● **EXERCISE DIRECTIONS**: Repeat every entry word for word. Images do not belong in the copy.

● **PROVIDED ENTRIES**:
________
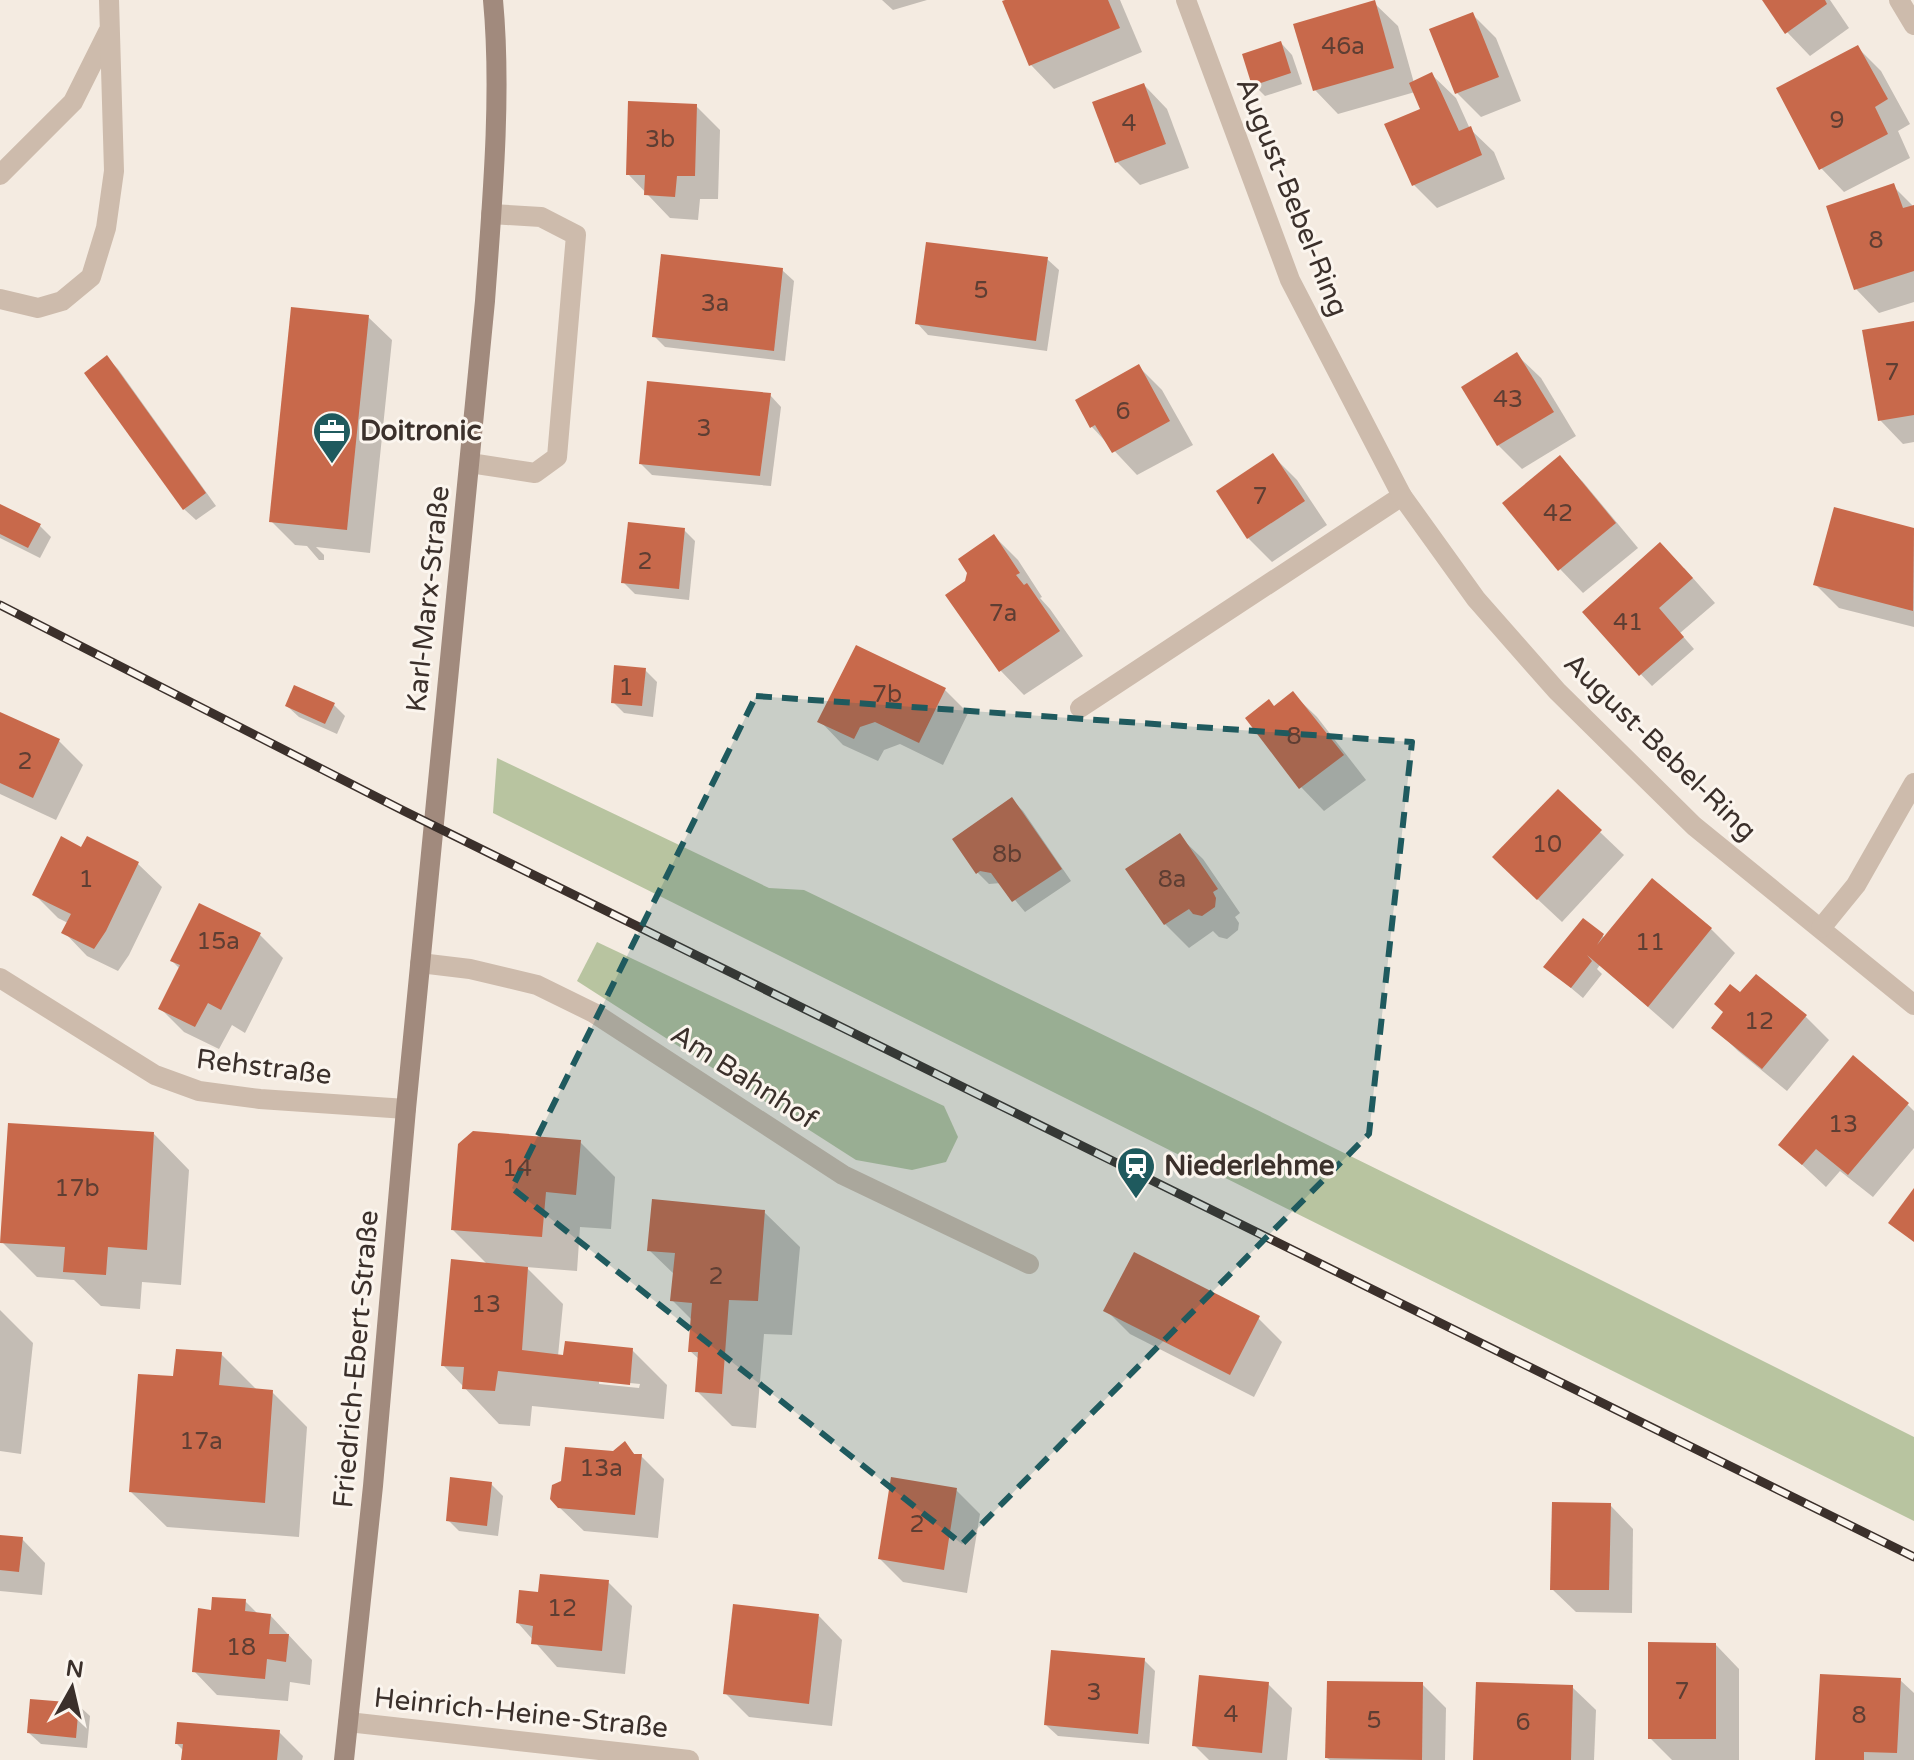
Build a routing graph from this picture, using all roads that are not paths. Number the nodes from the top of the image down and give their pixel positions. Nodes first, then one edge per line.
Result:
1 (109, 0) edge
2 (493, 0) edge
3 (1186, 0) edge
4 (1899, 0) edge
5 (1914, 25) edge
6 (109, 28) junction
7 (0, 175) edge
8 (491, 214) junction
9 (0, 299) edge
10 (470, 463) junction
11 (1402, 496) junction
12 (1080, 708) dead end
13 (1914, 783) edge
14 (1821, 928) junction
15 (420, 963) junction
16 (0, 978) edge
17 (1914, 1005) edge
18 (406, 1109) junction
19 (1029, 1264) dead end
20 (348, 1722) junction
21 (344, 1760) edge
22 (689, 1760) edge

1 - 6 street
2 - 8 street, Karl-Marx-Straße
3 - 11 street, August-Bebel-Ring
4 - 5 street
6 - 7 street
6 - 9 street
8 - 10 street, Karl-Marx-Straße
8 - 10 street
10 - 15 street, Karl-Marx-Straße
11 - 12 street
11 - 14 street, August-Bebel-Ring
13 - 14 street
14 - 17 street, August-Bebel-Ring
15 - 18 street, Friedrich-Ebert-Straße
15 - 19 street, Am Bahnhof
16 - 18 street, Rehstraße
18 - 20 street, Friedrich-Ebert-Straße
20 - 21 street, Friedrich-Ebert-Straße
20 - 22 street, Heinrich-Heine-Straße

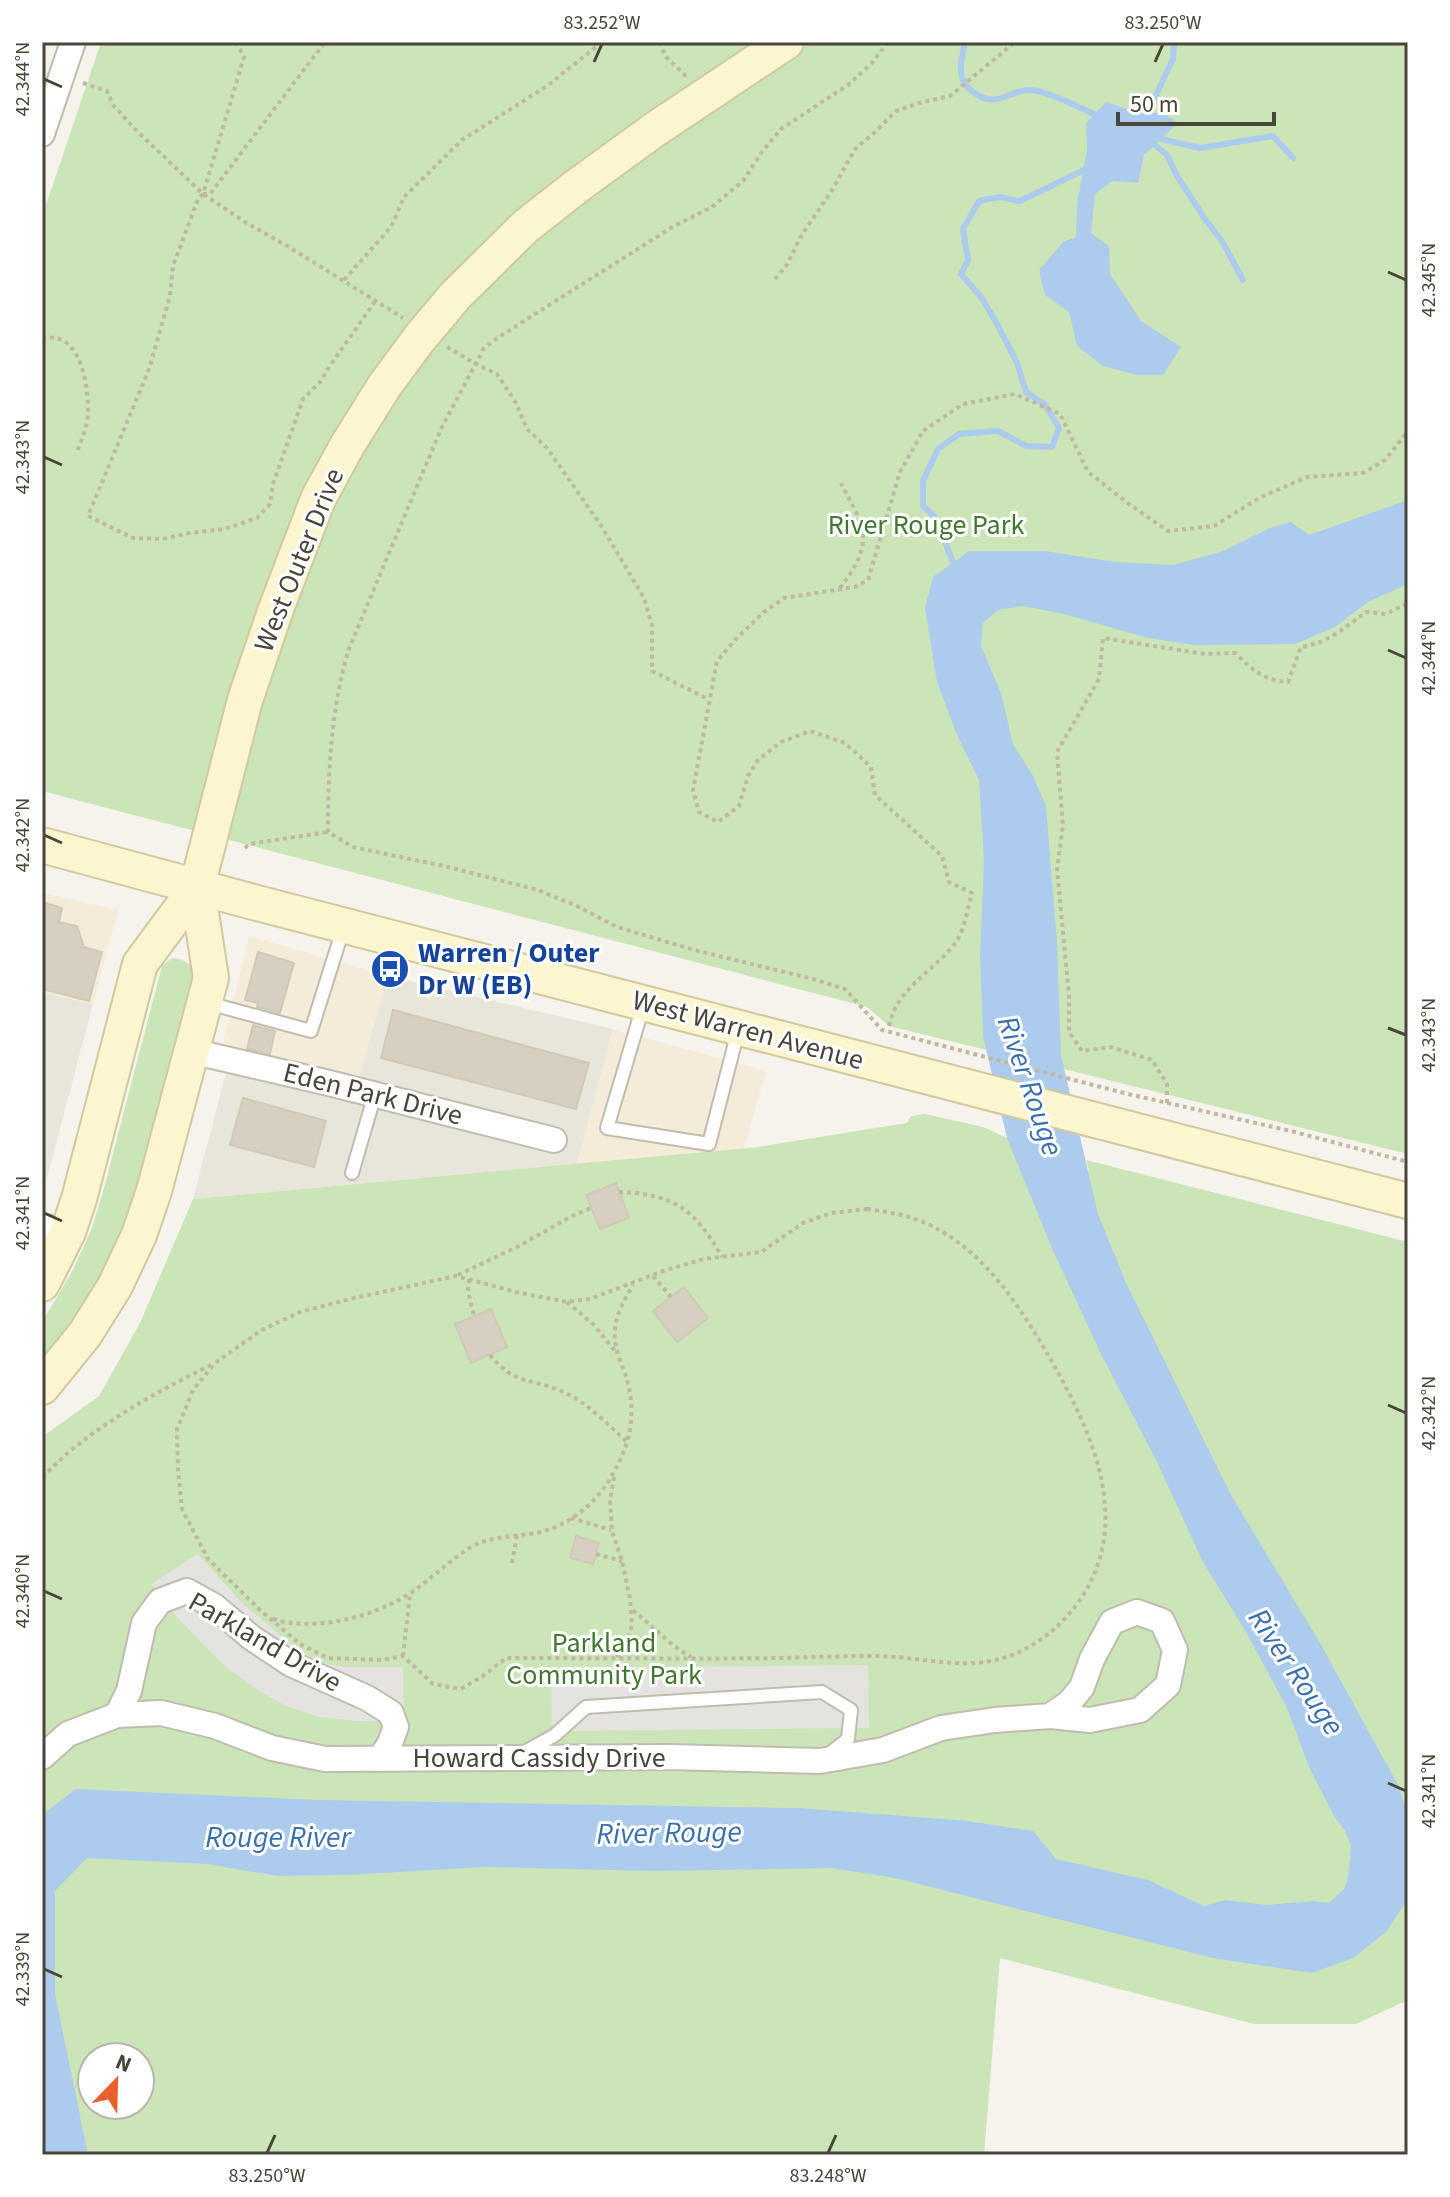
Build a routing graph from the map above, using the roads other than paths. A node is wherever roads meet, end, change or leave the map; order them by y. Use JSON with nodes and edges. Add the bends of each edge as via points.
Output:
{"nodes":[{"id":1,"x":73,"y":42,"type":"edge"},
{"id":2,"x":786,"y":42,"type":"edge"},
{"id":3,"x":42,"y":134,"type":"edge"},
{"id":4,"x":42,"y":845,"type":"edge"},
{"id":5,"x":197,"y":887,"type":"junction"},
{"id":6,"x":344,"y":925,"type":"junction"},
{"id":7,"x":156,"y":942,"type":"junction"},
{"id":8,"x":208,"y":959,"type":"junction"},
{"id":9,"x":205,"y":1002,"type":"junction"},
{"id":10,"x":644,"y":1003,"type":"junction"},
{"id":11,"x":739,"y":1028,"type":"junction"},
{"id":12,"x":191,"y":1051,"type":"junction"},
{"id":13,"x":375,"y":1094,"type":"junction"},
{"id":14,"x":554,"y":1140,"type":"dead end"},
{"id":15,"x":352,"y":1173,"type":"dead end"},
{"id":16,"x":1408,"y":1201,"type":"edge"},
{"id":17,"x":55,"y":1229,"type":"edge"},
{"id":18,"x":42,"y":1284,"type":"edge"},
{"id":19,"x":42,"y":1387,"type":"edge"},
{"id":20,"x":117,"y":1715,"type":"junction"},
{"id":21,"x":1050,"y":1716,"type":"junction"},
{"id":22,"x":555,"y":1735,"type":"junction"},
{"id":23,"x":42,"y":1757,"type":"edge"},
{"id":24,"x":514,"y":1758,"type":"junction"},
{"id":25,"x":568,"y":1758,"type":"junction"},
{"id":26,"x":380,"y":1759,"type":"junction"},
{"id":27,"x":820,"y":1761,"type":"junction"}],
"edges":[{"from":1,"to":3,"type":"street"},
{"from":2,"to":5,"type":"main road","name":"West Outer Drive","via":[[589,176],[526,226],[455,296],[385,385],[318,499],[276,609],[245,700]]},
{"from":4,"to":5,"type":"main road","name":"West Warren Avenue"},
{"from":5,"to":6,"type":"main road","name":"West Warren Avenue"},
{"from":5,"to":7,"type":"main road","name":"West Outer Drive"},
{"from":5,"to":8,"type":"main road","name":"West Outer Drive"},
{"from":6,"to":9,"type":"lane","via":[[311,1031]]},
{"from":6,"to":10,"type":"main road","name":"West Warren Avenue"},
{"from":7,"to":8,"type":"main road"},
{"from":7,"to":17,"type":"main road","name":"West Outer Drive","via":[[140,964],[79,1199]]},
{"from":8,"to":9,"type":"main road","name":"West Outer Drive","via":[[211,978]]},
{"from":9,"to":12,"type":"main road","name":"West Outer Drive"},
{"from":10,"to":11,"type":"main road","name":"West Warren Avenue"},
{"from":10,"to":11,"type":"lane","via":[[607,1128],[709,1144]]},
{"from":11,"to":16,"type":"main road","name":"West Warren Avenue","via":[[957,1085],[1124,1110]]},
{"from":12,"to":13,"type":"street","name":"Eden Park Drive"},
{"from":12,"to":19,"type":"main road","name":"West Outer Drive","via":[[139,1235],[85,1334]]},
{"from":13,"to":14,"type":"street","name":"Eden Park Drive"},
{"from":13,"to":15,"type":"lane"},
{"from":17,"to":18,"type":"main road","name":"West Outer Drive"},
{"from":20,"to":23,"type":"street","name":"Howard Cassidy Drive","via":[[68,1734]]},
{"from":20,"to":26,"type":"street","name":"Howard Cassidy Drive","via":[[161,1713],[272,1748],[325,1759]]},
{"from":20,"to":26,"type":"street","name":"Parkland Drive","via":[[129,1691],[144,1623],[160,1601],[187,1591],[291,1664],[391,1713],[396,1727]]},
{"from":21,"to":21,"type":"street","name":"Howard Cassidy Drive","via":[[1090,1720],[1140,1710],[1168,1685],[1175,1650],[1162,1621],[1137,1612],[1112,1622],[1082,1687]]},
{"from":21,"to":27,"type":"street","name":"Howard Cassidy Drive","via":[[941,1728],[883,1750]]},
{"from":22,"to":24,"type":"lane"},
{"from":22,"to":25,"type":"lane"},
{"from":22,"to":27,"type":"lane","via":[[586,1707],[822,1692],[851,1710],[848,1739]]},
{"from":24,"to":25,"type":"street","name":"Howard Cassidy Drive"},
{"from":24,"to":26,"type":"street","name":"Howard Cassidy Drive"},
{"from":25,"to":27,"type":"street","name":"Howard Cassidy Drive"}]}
________
● **RESPONSE TO THIS TASK**:
Build a routing graph from this picture, using all roads that are not paths. Number the nodes from the top of the image down and give their pixel positions. Nodes first, then one edge per line.
Result:
1 (109, 0) edge
2 (493, 0) edge
3 (1186, 0) edge
4 (1899, 0) edge
5 (1914, 25) edge
6 (109, 28) junction
7 (0, 175) edge
8 (491, 214) junction
9 (0, 299) edge
10 (470, 463) junction
11 (1402, 496) junction
12 (1080, 708) dead end
13 (1914, 783) edge
14 (1821, 928) junction
15 (420, 963) junction
16 (0, 978) edge
17 (1914, 1005) edge
18 (406, 1109) junction
19 (1029, 1264) dead end
20 (348, 1722) junction
21 (344, 1760) edge
22 (689, 1760) edge

1 - 6 street
2 - 8 street, Karl-Marx-Straße
3 - 11 street, August-Bebel-Ring
4 - 5 street
6 - 7 street
6 - 9 street
8 - 10 street, Karl-Marx-Straße
8 - 10 street
10 - 15 street, Karl-Marx-Straße
11 - 12 street
11 - 14 street, August-Bebel-Ring
13 - 14 street
14 - 17 street, August-Bebel-Ring
15 - 18 street, Friedrich-Ebert-Straße
15 - 19 street, Am Bahnhof
16 - 18 street, Rehstraße
18 - 20 street, Friedrich-Ebert-Straße
20 - 21 street, Friedrich-Ebert-Straße
20 - 22 street, Heinrich-Heine-Straße

Build a routing graph from the map above, using the roads other than paths. A node is wherever roads meet, end, change or leave the map; order them by y. Use JSON with nodes and edges. Add the bends of each edge as via points.
Output:
{"nodes":[{"id":1,"x":73,"y":42,"type":"edge"},
{"id":2,"x":786,"y":42,"type":"edge"},
{"id":3,"x":42,"y":134,"type":"edge"},
{"id":4,"x":42,"y":845,"type":"edge"},
{"id":5,"x":197,"y":887,"type":"junction"},
{"id":6,"x":344,"y":925,"type":"junction"},
{"id":7,"x":156,"y":942,"type":"junction"},
{"id":8,"x":208,"y":959,"type":"junction"},
{"id":9,"x":205,"y":1002,"type":"junction"},
{"id":10,"x":644,"y":1003,"type":"junction"},
{"id":11,"x":739,"y":1028,"type":"junction"},
{"id":12,"x":191,"y":1051,"type":"junction"},
{"id":13,"x":375,"y":1094,"type":"junction"},
{"id":14,"x":554,"y":1140,"type":"dead end"},
{"id":15,"x":352,"y":1173,"type":"dead end"},
{"id":16,"x":1408,"y":1201,"type":"edge"},
{"id":17,"x":55,"y":1229,"type":"edge"},
{"id":18,"x":42,"y":1284,"type":"edge"},
{"id":19,"x":42,"y":1387,"type":"edge"},
{"id":20,"x":117,"y":1715,"type":"junction"},
{"id":21,"x":1050,"y":1716,"type":"junction"},
{"id":22,"x":555,"y":1735,"type":"junction"},
{"id":23,"x":42,"y":1757,"type":"edge"},
{"id":24,"x":514,"y":1758,"type":"junction"},
{"id":25,"x":568,"y":1758,"type":"junction"},
{"id":26,"x":380,"y":1759,"type":"junction"},
{"id":27,"x":820,"y":1761,"type":"junction"}],
"edges":[{"from":1,"to":3,"type":"street"},
{"from":2,"to":5,"type":"main road","name":"West Outer Drive","via":[[589,176],[526,226],[455,296],[385,385],[318,499],[276,609],[245,700]]},
{"from":4,"to":5,"type":"main road","name":"West Warren Avenue"},
{"from":5,"to":6,"type":"main road","name":"West Warren Avenue"},
{"from":5,"to":7,"type":"main road","name":"West Outer Drive"},
{"from":5,"to":8,"type":"main road","name":"West Outer Drive"},
{"from":6,"to":9,"type":"lane","via":[[311,1031]]},
{"from":6,"to":10,"type":"main road","name":"West Warren Avenue"},
{"from":7,"to":8,"type":"main road"},
{"from":7,"to":17,"type":"main road","name":"West Outer Drive","via":[[140,964],[79,1199]]},
{"from":8,"to":9,"type":"main road","name":"West Outer Drive","via":[[211,978]]},
{"from":9,"to":12,"type":"main road","name":"West Outer Drive"},
{"from":10,"to":11,"type":"main road","name":"West Warren Avenue"},
{"from":10,"to":11,"type":"lane","via":[[607,1128],[709,1144]]},
{"from":11,"to":16,"type":"main road","name":"West Warren Avenue","via":[[957,1085],[1124,1110]]},
{"from":12,"to":13,"type":"street","name":"Eden Park Drive"},
{"from":12,"to":19,"type":"main road","name":"West Outer Drive","via":[[139,1235],[85,1334]]},
{"from":13,"to":14,"type":"street","name":"Eden Park Drive"},
{"from":13,"to":15,"type":"lane"},
{"from":17,"to":18,"type":"main road","name":"West Outer Drive"},
{"from":20,"to":23,"type":"street","name":"Howard Cassidy Drive","via":[[68,1734]]},
{"from":20,"to":26,"type":"street","name":"Howard Cassidy Drive","via":[[161,1713],[272,1748],[325,1759]]},
{"from":20,"to":26,"type":"street","name":"Parkland Drive","via":[[129,1691],[144,1623],[160,1601],[187,1591],[291,1664],[391,1713],[396,1727]]},
{"from":21,"to":21,"type":"street","name":"Howard Cassidy Drive","via":[[1090,1720],[1140,1710],[1168,1685],[1175,1650],[1162,1621],[1137,1612],[1112,1622],[1082,1687]]},
{"from":21,"to":27,"type":"street","name":"Howard Cassidy Drive","via":[[941,1728],[883,1750]]},
{"from":22,"to":24,"type":"lane"},
{"from":22,"to":25,"type":"lane"},
{"from":22,"to":27,"type":"lane","via":[[586,1707],[822,1692],[851,1710],[848,1739]]},
{"from":24,"to":25,"type":"street","name":"Howard Cassidy Drive"},
{"from":24,"to":26,"type":"street","name":"Howard Cassidy Drive"},
{"from":25,"to":27,"type":"street","name":"Howard Cassidy Drive"}]}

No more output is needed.